Arrow-right Camera
The Spokesman-Review Newspaper
Spokane, Washington  Est. May 19, 1883

Robert L. Hulseman, creator of famed red Solo Cup, dies at 84

By Ally Marotti Chicago Tribune

CHICAGO – Small plastic cups spanning a spectrum of colors covered the kitchen table, and a gaggle of kids gathered around. Robert Hulseman was trying to nail down the colors for his newly invented plastic Solo Cup.

“The (research and development) lab for the family business was our kitchen table,” said Tom Hulseman, the seventh of Robert and his wife Sheila’s 10 children. “The kids were the focus group.”

They picked red, blue, yellow and peach. That peach one obviously didn’t stick, but it was the 1970s, after all, said Paul Hulseman, the third oldest of the bunch.

Robert L. Hulseman, 84, died Dec. 21 in Northfield, north of Chicago. He spent his life immersed in the Solo Cup Co., succeeding his father, the company’s founder, as CEO in the 1980s, and inventing a number of products that have become ubiquitous in American life.

Among those are the red Solo Cup, which populates nearly every gathering from campus parties to office shindigs, the plastic portion cups often used to serve ketchup at restaurants, and the Traveler lid.

“The Traveler lid was on the top of every Starbucks cup,” Paul Hulseman said. “You probably looked past it every day.”

Robert Hulseman’s father, Leo J. Hulseman, founded the business as Paper Container Manufacturing Co. in 1936 in Chicago and changed its name in the 1940s. The patriarch created the original cone paper Solo Cup and his son followed in his footsteps, but on the plastics side.

Robert Hulseman got his start at the company when he was just 18, working in the factory. That passion for the manufacturing side never left him.

He knew all the employees on the factory floor by name, and once moved the entire family to Oklahoma to open a Solo Cup factory there. Rather than turning to the market for product ideas, “he would figure out a way to make it and take it to market,” Paul Hulseman said.

His original plastic Solo Cup designs were much smaller than the 16-ounce size familiar today.
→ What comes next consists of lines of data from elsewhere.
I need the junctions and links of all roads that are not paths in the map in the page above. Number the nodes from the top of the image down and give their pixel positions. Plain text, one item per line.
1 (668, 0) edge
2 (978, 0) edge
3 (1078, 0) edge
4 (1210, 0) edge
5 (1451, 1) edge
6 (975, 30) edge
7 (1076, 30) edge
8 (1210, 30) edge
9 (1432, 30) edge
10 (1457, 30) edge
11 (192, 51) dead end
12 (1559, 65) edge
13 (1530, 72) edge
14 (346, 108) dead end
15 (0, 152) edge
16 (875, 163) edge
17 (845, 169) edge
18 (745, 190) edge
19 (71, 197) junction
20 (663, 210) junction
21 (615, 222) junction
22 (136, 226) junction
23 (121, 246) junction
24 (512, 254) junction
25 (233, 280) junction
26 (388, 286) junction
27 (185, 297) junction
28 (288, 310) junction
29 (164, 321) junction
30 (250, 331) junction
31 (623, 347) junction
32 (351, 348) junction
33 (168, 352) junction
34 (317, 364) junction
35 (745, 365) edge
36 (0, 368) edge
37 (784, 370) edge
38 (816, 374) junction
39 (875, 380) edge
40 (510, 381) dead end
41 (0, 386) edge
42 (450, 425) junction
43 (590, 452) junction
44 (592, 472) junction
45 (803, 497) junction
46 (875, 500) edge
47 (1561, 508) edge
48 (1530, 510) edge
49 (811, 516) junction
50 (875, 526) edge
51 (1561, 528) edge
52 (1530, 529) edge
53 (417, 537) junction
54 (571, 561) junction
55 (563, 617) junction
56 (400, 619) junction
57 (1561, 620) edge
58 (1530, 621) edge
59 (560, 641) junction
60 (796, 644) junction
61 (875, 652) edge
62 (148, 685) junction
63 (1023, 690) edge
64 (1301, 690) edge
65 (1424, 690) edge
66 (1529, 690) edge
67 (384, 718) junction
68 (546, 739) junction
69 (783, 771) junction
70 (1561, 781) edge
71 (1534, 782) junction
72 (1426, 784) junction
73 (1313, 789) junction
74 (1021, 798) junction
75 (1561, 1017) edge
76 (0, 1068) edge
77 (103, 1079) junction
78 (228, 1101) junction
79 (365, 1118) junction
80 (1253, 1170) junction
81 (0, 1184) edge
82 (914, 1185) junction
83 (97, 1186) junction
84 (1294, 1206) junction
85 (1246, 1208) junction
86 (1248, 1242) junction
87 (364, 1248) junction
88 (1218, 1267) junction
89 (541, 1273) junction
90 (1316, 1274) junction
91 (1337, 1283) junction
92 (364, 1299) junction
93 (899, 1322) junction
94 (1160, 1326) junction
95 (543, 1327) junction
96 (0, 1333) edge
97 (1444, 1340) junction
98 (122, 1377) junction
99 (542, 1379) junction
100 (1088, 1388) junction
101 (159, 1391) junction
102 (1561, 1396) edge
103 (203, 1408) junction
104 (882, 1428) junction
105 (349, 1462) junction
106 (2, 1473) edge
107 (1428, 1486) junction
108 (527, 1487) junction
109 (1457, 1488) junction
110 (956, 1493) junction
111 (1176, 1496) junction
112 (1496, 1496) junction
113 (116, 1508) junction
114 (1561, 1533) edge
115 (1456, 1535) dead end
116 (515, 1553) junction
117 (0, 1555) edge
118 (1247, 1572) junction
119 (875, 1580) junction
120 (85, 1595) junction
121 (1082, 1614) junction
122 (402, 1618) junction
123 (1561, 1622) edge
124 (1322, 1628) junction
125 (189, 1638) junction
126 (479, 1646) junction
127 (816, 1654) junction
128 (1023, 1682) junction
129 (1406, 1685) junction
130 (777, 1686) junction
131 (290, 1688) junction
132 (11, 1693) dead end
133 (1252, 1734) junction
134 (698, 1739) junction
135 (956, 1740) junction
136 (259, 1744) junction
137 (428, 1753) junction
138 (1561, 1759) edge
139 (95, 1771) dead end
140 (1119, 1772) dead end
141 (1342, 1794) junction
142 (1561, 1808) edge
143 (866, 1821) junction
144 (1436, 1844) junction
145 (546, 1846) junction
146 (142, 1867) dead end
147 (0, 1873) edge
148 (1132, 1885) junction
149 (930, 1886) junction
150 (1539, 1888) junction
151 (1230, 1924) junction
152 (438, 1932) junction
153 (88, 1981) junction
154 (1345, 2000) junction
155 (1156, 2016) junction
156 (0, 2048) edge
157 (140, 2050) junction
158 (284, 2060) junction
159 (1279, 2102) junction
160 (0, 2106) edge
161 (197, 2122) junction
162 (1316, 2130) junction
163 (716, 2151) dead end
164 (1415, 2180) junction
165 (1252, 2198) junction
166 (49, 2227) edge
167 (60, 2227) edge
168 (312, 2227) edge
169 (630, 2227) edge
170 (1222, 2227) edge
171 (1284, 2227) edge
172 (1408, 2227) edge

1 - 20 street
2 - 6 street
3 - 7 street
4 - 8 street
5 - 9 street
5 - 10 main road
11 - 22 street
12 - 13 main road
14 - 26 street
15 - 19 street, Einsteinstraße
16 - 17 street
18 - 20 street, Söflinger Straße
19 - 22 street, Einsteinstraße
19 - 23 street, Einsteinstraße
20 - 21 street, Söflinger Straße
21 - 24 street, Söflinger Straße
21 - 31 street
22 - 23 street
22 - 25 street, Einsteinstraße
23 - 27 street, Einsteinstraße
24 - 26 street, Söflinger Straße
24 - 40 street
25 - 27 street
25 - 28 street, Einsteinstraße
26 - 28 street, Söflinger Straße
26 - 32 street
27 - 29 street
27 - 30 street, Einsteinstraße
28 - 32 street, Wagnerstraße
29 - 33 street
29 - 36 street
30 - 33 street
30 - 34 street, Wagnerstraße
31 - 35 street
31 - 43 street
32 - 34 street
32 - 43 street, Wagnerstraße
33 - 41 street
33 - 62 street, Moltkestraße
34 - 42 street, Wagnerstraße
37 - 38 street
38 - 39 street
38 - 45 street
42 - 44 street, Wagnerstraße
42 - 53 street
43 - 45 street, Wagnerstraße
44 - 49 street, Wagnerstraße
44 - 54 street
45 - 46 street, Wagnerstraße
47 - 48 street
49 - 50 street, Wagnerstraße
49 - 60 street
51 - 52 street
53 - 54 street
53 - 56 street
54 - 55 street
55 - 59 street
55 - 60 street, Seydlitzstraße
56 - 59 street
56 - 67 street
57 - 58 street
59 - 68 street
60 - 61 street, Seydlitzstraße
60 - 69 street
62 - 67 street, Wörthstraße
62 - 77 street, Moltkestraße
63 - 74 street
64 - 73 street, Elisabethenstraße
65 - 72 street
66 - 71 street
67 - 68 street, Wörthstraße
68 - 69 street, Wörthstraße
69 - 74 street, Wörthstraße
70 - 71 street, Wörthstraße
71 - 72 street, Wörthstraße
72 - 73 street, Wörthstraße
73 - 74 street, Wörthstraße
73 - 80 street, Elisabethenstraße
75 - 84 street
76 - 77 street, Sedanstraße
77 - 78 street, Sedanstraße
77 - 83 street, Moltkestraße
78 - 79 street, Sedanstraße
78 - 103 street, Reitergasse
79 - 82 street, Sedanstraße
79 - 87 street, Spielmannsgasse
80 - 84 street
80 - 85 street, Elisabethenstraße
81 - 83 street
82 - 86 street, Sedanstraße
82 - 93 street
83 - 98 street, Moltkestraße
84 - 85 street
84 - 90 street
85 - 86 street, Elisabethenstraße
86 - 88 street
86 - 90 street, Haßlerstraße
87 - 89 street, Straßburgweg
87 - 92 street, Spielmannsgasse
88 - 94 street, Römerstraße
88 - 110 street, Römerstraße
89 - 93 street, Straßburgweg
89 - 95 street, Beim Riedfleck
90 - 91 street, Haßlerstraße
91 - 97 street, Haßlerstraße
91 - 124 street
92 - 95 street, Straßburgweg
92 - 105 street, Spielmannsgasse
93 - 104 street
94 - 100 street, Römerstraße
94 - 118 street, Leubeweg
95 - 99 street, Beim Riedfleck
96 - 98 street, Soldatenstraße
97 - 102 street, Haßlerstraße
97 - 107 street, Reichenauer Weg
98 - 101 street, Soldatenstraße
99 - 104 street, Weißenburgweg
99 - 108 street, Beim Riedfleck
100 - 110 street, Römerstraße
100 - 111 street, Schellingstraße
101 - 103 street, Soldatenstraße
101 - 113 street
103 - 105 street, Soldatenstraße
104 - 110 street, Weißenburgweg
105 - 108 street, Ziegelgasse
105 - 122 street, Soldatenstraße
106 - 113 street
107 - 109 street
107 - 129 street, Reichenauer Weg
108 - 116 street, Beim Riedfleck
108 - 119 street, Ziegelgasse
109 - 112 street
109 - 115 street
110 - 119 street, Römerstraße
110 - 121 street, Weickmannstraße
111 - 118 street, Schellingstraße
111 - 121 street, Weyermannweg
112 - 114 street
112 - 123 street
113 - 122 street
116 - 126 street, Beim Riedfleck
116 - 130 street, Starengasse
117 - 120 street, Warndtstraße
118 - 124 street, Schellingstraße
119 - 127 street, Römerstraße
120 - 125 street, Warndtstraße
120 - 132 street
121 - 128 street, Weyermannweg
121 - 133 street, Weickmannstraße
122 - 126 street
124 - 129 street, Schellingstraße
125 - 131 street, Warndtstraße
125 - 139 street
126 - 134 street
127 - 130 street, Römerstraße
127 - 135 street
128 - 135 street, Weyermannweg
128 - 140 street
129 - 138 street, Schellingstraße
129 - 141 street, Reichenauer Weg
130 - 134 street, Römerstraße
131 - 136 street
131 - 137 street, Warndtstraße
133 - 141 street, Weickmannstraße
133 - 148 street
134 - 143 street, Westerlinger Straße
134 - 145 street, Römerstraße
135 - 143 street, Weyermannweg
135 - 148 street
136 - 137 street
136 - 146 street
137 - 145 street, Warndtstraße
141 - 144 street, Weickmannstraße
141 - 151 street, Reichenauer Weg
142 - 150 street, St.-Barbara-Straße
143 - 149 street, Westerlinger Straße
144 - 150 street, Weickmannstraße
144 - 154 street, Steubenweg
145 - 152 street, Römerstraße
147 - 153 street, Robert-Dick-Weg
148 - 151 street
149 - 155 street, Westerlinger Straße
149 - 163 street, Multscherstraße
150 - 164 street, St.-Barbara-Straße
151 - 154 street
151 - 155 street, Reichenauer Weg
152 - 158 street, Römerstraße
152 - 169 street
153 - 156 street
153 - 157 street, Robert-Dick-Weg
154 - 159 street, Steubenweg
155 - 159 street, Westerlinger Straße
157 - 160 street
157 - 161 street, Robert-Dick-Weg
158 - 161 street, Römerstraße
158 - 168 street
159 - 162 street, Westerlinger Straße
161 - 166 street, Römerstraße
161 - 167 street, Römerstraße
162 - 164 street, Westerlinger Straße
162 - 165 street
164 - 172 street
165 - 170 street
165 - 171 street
They were 5, 7 and 9 ounces, made for the kitchen and picnics.

“Nobody was drinking 16-ounce beers at that point,” said Tom Hulseman. But eventually, the 16-ounce size stuck.

Many of the Hulseman children worked at least a stint at Solo Cup. Tom Hulseman, now managing director at Metro Chicago Exports, helped build the company’s export and international program. Paul Hulseman was in marketing and sales.

Dart Container Corp. acquired the Solo Cup Co. in 2012, about six years after Robert Hulseman retired. His legacy is still going strong, said Margo Burrage, communications manager at Dart.

“He was known for being incredibly passionate about his work, mentoring his staff, having a tremendous sense of humor and creating a family-oriented work atmosphere,” Burrage said in an email.

Hulseman and his late wife, whom he met at Marquette University, were devout Catholics. Every Sunday, they would take the kids to Mass at Saints Faith, Hope and Charity Church in Winnetka. They filled up an entire pew.

Paul Hulseman said his father’s health declined after suffering a series of strokes a couple of years ago. He lost his ability to communicate, and would get antsy at home. But he always calmed down when he was at Mass.

“He was perfect in church,” Paul Hulseman said. “You could tell that’s just where he wanted to be.”

Other survivors include five sons, Robert, Richard, Joseph, Lawrence and William; two daughters, Margaret Kovach and Patricia Hulseman; a brother, John; and 29 grandchildren.